▶ **Work to be completed**
From first line to last, copy the listing exactly and omit its pictures.

▶ **Data under study**
•••••

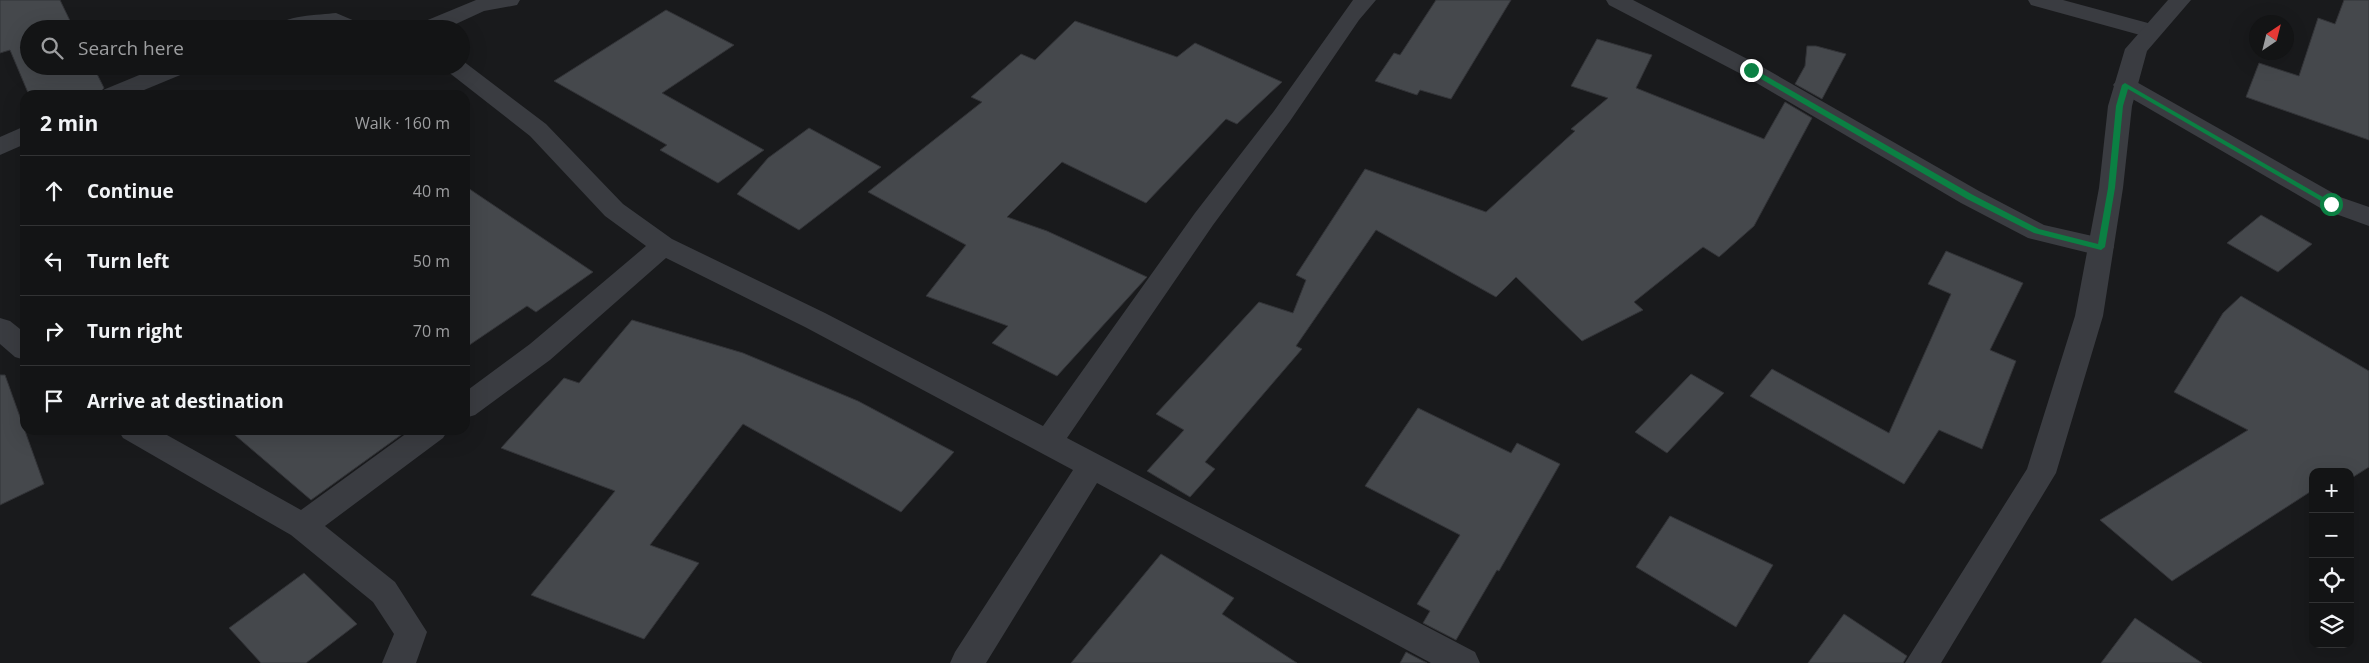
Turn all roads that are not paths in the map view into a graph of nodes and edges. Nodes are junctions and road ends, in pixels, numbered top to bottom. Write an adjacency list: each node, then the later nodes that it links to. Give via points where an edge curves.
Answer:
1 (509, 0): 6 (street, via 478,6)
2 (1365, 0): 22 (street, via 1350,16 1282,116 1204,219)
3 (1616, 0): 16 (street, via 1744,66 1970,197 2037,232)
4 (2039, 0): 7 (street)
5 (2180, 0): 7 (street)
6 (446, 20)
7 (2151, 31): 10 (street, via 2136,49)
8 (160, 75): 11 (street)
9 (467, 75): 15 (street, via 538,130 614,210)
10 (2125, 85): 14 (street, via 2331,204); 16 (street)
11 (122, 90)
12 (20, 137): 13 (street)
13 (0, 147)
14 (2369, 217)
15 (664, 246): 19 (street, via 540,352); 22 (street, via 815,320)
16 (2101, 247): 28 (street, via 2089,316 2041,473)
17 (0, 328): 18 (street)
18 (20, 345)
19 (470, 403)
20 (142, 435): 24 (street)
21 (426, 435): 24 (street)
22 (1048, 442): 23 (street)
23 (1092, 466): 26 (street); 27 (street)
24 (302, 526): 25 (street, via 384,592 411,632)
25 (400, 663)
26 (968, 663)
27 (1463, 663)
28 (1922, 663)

•••••

▶ **Solution to the exercise**
Turn all roads that are not paths in the map view into a graph of nodes and edges. Nodes are junctions and road ends, in pixels, numbered top to bottom. Write an adjacency list: each node, then the later nodes that it links to. Give via points where an edge curves.
Answer:
1 (509, 0): 6 (street, via 478,6)
2 (1365, 0): 22 (street, via 1350,16 1282,116 1204,219)
3 (1616, 0): 16 (street, via 1744,66 1970,197 2037,232)
4 (2039, 0): 7 (street)
5 (2180, 0): 7 (street)
6 (446, 20)
7 (2151, 31): 10 (street, via 2136,49)
8 (160, 75): 11 (street)
9 (467, 75): 15 (street, via 538,130 614,210)
10 (2125, 85): 14 (street, via 2331,204); 16 (street)
11 (122, 90)
12 (20, 137): 13 (street)
13 (0, 147)
14 (2369, 217)
15 (664, 246): 19 (street, via 540,352); 22 (street, via 815,320)
16 (2101, 247): 28 (street, via 2089,316 2041,473)
17 (0, 328): 18 (street)
18 (20, 345)
19 (470, 403)
20 (142, 435): 24 (street)
21 (426, 435): 24 (street)
22 (1048, 442): 23 (street)
23 (1092, 466): 26 (street); 27 (street)
24 (302, 526): 25 (street, via 384,592 411,632)
25 (400, 663)
26 (968, 663)
27 (1463, 663)
28 (1922, 663)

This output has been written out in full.